MI PAPELERA • ¡SIMIOS AL ATAQUE!

POR ADELA TARIFA, CRONISTA OFICIAL DE CARBONEROS (JAÉN)

ultra

Un día de final de noviembre del pasado año asesinaron en Madrid a F. Javier Romero. Lo apalearon hasta la muerte con una barra de hierro, y lo echaron al Manzanares. Era padre de familia. Y ultra de un equipo de futbol, el Deportivo de La Coruña. Había viajado a Madrid no para ver jugar a su equipo, sino para pelear con otra pandilla de salvajes del rival, el Atlético de Madrid. Ésa era su guerra. Y ésa fue su muerte, la más inútil que uno pude imaginar. Pero la que él quería. De hecho, fue a Madrid a buscarla, sin que le pesara mucho el riesgo de no ver crecer a sus hijos. Yo no deseo la muerte a nadie. Ni otro tipo de sufrimiento. Pero unas muertes me duelen más que otras. Ésta es de las que duelen menos, porque el difunto parece que tenía como lema matar o morir. Y no por la patria. Ni por defender al prójimo, ni por ayudar a su familia. A él no le importaba arriesgar la vida a cambio de la nada. Solo por dar leña a sus rivales.

Cuando veo un reportaje de guerra, u otro episodio propio de los humanos que deja al descubierto la capacidad de hacer el mal que tenemos, siento escalofrío. Es terrorífico imaginar que una criatura nacida de vientre de mujer pueda mutar en asesino en unos años. Que carezca sin sentimiento de culpa y sea capar de reventar a bocajarro los sesos de otro hombre como él. Lo que pasa es que, como ya explicaban los tratadistas morales antiguos, a veces la guerra es inevitable, si se trata de frenar un mal mayor. Si a Hitler o Stalin les hubieran parado los pies a tiempo se habrían evitado millones de asesinatos atroces. Si a los terroristas del Estado Islámico actual no se les combate hoy, mañana aniquilarán la civilización occidental. Barrerán de la faz de la tierra a todo el que no acepte su dictadura. Por eso el “buenismo” de instituciones piadosa, la pasividad de líderes democráticos, la tolerancia mal entendida de tanto demagogo, son un peligro grave. Sí, a veces no queda otra que defenderse cuando “el otro” no escucha razones, ni sabe lo que significa dialogar. Por eso las muertes a causa de actos bélicos tienen una dimensión diferente. Deben ser analizadas y, a veces, asumidas como inevitables. Como el mal menor. Lo cual no quita para que sea en periodos bélicos cuando se destapa la perversión que puede llegar a tener el alma humana. Porque llegada la guerra, desaparece la compasión, acaso el valor que más nos separa de las otras especies animales. A eso quería llegar, a nuestro pariente más cercano, el mono. Me explico.

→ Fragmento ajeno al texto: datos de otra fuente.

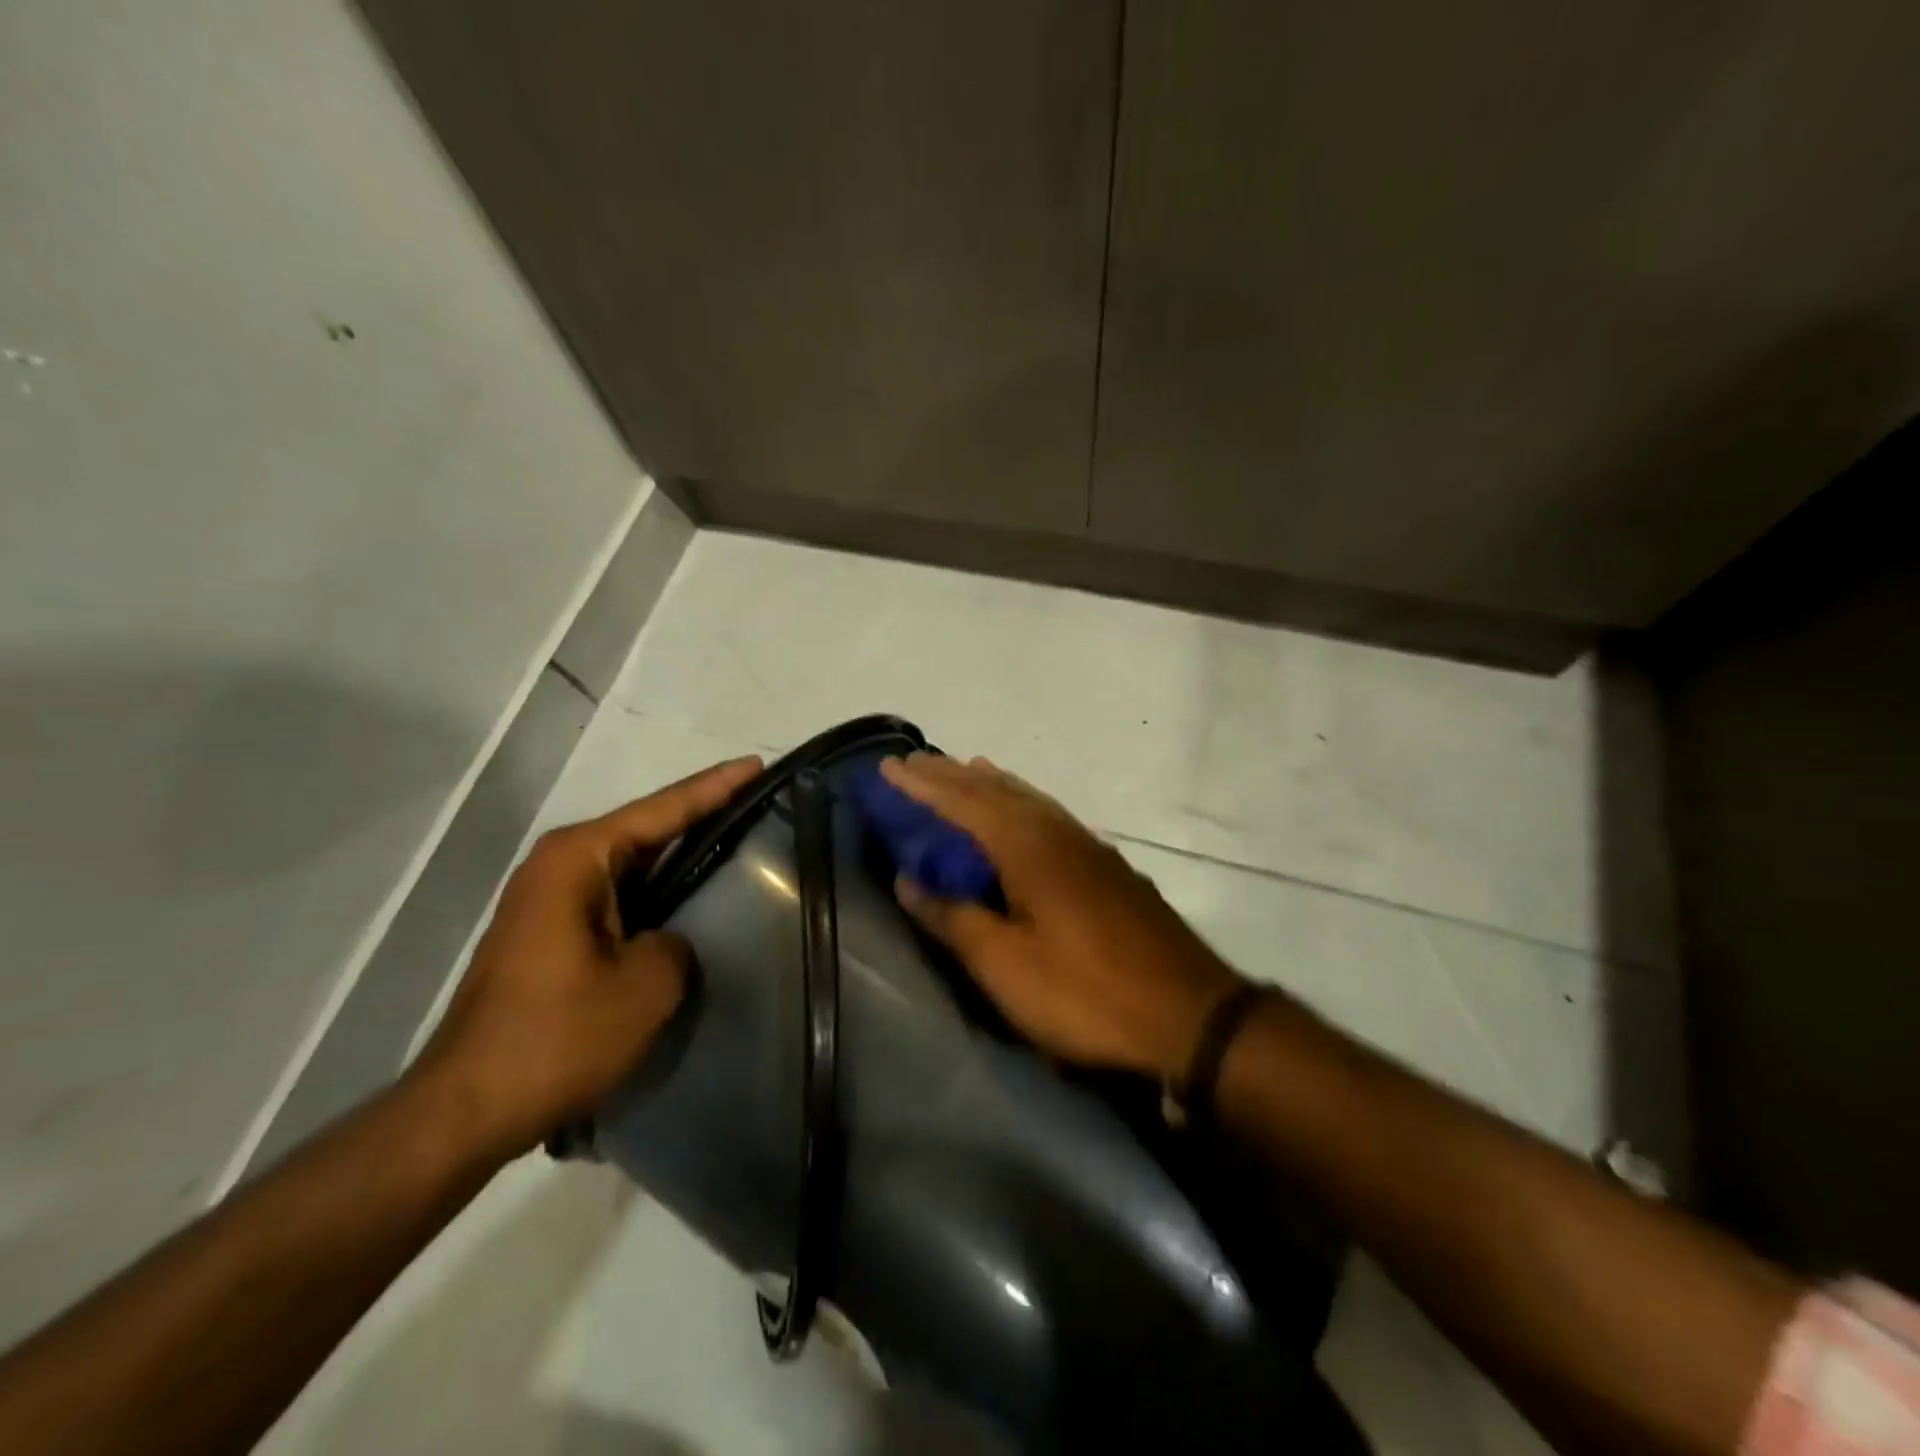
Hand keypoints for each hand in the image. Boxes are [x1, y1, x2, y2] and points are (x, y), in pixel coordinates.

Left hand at [412, 755, 762, 1160]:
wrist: (466, 1109)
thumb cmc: (558, 1036)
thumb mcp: (647, 985)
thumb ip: (678, 943)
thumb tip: (667, 942)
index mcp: (578, 859)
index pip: (662, 810)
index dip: (716, 787)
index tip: (758, 764)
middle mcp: (559, 867)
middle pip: (646, 828)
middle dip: (701, 813)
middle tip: (758, 798)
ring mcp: (551, 902)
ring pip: (632, 864)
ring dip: (679, 854)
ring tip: (736, 836)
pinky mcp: (552, 935)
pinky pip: (619, 896)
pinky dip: (657, 892)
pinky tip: (691, 897)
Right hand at [881, 753, 1242, 1078]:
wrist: (1189, 1015)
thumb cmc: (1085, 993)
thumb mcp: (1005, 965)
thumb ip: (954, 917)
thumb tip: (907, 880)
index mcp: (1028, 847)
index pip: (962, 802)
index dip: (922, 785)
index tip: (888, 766)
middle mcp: (1058, 832)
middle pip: (996, 790)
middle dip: (952, 775)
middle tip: (916, 762)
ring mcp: (1089, 847)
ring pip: (1029, 798)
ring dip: (991, 783)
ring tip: (965, 770)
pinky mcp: (1108, 867)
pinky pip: (1051, 815)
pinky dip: (1022, 802)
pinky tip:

De la citada pelea a muerte entre ultras que acabó con el asesinato de uno de ellos solo vi en la tele una imagen, tomada desde la altura, anocheciendo. Unas figuras se movían entre árboles persiguiendo a otros. Vistas así, más que hombres eran simios. Idéntica a otra escena sacada de la selva que también he visto en la tele, cuando los monos se organizan en grupo para cazar. Por desgracia, al comparar ambas escenas, nos ganan los simios. Porque ellos matan para comerse el cadáver de la pieza, el rival cazado. Matan cuando el cuerpo les pide proteína animal entre tanta dieta vegetariana. Los nuestros, esos ultras humanos, ni siquiera tenían hambre. Tiraron la pieza de su cacería al agua. Son mucho más salvajes que sus primos, los monos. Miedo me da imaginarlos en cualquier guerra. Miedo me da imaginar que los mismos que matan por placer una noche de cacería sean al día siguiente los que se mezclan en nuestra vida cotidiana con naturalidad, vestidos de buenos vecinos. ¡Cuánta vergüenza siento! Y cuánta compasión.